GIVEN DATA:
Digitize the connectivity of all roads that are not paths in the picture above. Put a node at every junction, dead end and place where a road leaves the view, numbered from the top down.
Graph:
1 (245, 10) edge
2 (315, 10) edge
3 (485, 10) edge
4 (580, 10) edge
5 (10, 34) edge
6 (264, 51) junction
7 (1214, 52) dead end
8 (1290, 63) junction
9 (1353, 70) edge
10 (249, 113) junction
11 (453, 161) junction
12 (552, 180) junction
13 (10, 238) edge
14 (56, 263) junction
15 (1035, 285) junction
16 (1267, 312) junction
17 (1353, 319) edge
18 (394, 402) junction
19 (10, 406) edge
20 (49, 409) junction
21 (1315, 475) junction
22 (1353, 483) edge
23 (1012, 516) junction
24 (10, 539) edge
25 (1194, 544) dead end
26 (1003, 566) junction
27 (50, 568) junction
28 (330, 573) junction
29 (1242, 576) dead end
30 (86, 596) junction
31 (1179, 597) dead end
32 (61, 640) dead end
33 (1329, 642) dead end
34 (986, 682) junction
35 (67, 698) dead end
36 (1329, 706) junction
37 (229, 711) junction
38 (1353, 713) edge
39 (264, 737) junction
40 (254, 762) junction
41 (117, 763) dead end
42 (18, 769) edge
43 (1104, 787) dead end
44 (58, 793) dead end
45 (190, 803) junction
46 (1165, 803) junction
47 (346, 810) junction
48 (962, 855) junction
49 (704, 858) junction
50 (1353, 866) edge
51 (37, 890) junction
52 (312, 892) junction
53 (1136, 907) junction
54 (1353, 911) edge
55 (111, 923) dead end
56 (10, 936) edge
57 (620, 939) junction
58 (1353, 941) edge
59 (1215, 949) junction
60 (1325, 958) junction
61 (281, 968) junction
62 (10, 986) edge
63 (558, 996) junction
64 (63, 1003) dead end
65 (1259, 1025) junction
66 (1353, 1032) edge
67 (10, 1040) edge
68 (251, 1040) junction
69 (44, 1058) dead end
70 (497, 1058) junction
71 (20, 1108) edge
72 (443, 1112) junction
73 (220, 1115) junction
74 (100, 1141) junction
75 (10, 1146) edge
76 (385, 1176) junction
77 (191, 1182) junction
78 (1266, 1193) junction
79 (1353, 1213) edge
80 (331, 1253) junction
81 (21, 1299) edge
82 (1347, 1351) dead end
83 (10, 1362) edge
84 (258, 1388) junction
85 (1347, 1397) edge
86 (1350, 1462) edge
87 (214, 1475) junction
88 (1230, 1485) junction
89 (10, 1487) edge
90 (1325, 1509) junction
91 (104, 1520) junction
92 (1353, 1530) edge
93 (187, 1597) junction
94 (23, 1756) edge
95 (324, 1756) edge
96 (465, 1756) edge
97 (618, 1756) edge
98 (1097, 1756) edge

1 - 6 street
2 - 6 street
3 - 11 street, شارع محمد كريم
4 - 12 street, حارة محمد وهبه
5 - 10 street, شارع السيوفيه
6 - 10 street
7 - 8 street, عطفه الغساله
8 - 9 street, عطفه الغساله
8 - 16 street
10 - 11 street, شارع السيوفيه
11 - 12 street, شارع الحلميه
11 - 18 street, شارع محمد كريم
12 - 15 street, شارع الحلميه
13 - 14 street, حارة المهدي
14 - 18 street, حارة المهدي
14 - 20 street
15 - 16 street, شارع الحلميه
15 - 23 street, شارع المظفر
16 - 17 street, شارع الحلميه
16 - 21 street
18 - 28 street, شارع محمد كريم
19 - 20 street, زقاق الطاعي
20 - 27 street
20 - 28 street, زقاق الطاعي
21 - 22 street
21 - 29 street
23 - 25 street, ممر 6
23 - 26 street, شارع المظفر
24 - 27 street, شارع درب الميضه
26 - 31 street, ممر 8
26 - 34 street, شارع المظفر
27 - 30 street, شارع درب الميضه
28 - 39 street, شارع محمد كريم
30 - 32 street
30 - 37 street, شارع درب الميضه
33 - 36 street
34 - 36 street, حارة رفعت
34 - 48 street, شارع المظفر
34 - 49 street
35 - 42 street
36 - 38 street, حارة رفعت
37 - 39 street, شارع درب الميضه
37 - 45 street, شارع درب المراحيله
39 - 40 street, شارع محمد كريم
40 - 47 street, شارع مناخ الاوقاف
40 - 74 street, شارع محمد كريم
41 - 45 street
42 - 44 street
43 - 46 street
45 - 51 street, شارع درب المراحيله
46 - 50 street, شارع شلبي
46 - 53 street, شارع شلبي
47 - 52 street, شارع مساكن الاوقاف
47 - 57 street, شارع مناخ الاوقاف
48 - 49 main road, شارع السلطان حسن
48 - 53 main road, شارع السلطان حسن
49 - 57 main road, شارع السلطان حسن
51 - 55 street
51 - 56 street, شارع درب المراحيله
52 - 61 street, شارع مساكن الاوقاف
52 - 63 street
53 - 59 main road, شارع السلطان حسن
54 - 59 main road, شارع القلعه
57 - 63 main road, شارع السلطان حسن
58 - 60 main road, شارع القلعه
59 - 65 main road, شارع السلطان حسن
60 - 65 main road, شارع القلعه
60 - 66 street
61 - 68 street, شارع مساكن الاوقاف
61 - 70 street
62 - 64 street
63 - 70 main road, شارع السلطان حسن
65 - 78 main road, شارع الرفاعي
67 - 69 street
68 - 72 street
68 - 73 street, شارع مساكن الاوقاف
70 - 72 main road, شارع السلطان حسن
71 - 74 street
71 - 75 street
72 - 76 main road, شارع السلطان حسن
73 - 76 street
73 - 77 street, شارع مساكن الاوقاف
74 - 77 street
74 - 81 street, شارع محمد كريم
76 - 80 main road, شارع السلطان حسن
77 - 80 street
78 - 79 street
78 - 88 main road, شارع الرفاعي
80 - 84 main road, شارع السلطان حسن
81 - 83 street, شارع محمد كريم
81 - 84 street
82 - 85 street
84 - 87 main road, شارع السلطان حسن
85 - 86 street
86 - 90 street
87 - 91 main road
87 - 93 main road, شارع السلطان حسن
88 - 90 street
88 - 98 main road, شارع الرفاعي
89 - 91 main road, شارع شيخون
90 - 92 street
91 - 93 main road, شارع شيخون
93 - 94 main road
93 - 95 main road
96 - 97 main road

EXERCISE PROMPT: Show each line in the entries that holds the string "عطفه".

EXERCISE RESULT:
7 - 8 street, عطفه الغساله
8 - 9 street, عطفه الغساله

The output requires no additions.